Phillips listed possible scenarios that stop short of an immediate 25 percent tariff on all imports from each country. There could be an imposed tariff that doesn’t begin until a few weeks later, a repeat of the steel/aluminum tariffs during the early rounds of China-focused tariffs in 2018. This would leave time to negotiate concessions from Canada and Mexico. Trump also used this tactic in 2019 on imports from Mexico, but later rescinded it before implementation after an agreement with Mexico on immigration-related policies, Phillips noted.

Another option would be a targeted tariff of 25 percent on certain goods. The other scenario that’s been floated is the start of tariffs at a lower rate that gradually rises to 25 percent using a phased-in approach, one that supposedly is favored by Treasury Secretary Scott Bessent.

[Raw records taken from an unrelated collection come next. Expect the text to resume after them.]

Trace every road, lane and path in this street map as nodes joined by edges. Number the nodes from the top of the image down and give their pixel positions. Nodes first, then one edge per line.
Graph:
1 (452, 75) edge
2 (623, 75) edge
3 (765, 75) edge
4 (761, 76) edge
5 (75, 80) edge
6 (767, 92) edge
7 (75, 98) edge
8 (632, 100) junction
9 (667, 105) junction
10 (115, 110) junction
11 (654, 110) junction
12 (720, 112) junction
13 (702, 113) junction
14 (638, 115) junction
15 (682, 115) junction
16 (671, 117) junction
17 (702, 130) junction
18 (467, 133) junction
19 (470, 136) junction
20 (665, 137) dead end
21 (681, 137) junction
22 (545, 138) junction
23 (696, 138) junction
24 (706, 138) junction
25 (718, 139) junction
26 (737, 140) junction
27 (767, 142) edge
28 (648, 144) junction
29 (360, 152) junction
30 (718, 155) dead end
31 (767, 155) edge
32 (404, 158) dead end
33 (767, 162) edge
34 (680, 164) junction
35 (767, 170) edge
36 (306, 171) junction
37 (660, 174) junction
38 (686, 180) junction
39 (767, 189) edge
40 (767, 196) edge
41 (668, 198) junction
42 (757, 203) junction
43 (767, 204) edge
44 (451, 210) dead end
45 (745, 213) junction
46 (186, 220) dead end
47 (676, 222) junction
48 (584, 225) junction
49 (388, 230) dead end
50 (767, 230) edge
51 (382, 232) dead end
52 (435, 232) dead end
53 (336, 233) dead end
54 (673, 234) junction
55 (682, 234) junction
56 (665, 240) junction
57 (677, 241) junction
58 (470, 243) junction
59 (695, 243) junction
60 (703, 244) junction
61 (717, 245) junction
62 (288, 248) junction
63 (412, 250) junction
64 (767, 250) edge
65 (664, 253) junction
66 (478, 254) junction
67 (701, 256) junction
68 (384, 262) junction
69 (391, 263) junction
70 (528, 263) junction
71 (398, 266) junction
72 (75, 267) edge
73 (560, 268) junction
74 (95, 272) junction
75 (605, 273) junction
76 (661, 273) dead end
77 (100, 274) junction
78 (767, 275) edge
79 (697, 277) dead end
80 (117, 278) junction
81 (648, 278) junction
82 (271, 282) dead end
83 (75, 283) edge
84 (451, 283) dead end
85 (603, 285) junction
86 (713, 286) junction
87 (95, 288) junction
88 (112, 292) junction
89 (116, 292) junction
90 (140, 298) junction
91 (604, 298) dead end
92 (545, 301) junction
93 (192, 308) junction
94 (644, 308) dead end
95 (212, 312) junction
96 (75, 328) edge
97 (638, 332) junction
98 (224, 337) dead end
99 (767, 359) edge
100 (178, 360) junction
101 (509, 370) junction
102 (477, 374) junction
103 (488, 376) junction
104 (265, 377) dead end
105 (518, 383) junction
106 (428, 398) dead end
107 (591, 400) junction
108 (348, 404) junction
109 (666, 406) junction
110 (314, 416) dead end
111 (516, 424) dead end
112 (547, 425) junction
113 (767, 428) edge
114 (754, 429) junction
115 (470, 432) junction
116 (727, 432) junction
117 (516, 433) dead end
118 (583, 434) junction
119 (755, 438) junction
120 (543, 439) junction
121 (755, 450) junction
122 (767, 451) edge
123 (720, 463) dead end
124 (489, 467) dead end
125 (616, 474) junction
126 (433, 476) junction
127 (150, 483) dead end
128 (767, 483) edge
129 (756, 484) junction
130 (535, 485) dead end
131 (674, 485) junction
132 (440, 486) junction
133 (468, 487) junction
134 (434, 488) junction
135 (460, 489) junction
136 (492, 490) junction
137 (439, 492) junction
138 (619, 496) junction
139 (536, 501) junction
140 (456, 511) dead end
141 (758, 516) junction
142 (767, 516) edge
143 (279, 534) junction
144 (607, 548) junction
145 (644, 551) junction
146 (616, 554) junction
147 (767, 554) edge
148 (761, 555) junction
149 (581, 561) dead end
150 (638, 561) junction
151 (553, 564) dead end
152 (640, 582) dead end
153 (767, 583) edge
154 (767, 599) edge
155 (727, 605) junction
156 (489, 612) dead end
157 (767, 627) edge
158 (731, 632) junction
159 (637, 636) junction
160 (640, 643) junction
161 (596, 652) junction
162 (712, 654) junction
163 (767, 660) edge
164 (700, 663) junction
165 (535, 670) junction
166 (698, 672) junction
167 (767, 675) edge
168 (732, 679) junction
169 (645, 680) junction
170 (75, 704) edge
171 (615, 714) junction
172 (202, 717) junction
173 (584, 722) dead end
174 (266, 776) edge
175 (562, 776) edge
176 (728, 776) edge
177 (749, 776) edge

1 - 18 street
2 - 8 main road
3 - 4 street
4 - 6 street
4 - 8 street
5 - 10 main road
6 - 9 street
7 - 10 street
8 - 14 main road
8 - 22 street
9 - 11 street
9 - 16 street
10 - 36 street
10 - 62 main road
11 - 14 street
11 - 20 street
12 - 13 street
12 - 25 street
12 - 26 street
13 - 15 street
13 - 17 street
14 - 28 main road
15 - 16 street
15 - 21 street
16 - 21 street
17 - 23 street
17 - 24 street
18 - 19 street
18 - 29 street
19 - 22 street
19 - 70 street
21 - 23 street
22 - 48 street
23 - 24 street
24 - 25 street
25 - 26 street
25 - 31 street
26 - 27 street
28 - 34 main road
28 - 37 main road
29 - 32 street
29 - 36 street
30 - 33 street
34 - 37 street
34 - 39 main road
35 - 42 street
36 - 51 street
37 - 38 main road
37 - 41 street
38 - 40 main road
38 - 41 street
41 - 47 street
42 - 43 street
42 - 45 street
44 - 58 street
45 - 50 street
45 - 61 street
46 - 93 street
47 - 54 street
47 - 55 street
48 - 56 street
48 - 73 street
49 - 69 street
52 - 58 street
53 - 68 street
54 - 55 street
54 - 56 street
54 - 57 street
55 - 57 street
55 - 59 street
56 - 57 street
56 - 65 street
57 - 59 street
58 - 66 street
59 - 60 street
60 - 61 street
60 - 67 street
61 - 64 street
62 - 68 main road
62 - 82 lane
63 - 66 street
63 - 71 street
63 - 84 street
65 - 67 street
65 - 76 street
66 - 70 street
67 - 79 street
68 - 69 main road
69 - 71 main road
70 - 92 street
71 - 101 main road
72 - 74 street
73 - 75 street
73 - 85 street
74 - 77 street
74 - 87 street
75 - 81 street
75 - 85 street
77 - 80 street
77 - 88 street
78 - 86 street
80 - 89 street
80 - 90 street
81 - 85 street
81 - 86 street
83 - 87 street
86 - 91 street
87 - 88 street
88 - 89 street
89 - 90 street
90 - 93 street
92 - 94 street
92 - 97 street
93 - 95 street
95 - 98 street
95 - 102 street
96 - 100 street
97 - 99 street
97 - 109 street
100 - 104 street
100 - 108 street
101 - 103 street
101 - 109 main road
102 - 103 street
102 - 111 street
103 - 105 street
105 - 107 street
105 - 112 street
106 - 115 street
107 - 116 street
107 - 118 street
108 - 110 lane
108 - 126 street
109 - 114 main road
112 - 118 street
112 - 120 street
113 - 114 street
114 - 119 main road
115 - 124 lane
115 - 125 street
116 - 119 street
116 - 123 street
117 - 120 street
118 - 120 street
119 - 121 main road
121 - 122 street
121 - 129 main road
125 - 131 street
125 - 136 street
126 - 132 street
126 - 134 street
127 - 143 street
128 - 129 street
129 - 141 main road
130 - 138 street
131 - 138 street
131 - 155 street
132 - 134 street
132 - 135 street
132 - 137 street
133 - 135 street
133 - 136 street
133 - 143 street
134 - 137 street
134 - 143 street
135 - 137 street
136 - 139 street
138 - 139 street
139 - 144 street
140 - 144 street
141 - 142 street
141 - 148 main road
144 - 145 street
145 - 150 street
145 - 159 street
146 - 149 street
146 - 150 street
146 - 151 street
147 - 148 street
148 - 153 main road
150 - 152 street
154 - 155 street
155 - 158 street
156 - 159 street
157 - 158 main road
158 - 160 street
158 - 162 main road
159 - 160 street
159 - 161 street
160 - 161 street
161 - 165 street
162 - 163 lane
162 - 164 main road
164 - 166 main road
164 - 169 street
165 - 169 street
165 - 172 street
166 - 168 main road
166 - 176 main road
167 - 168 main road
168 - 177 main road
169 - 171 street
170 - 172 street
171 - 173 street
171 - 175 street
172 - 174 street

According to S&P Global Ratings, the sectors most vulnerable to tariff shock in Mexico are the auto and electrical equipment sectors, while commodity-related processing sectors—paper products, rubber, and plastics—have the largest exposure in Canada. Corrugate materials— pulp, recycled fiber and adhesives—specifically cardboard boxes, are in high demand in e-commerce, and tariffs on pulp and other inputs could create supply constraints.

Canada is expected to impose tariffs of its own in retaliation, likely as high as 25 percent, while Mexico is expected to imposed a 25 percent tariff on imports of American agriculture and fishing, and food products, the S&P report noted.

Current imports where American consumers could see price increases range from gasoline to autos and food products, such as avocados from Mexico. Retaliatory tariffs would hurt American imports of items such as furniture and steel products, while the premier of the Canadian province Ontario has threatened to pull U.S. distilled spirits from stores.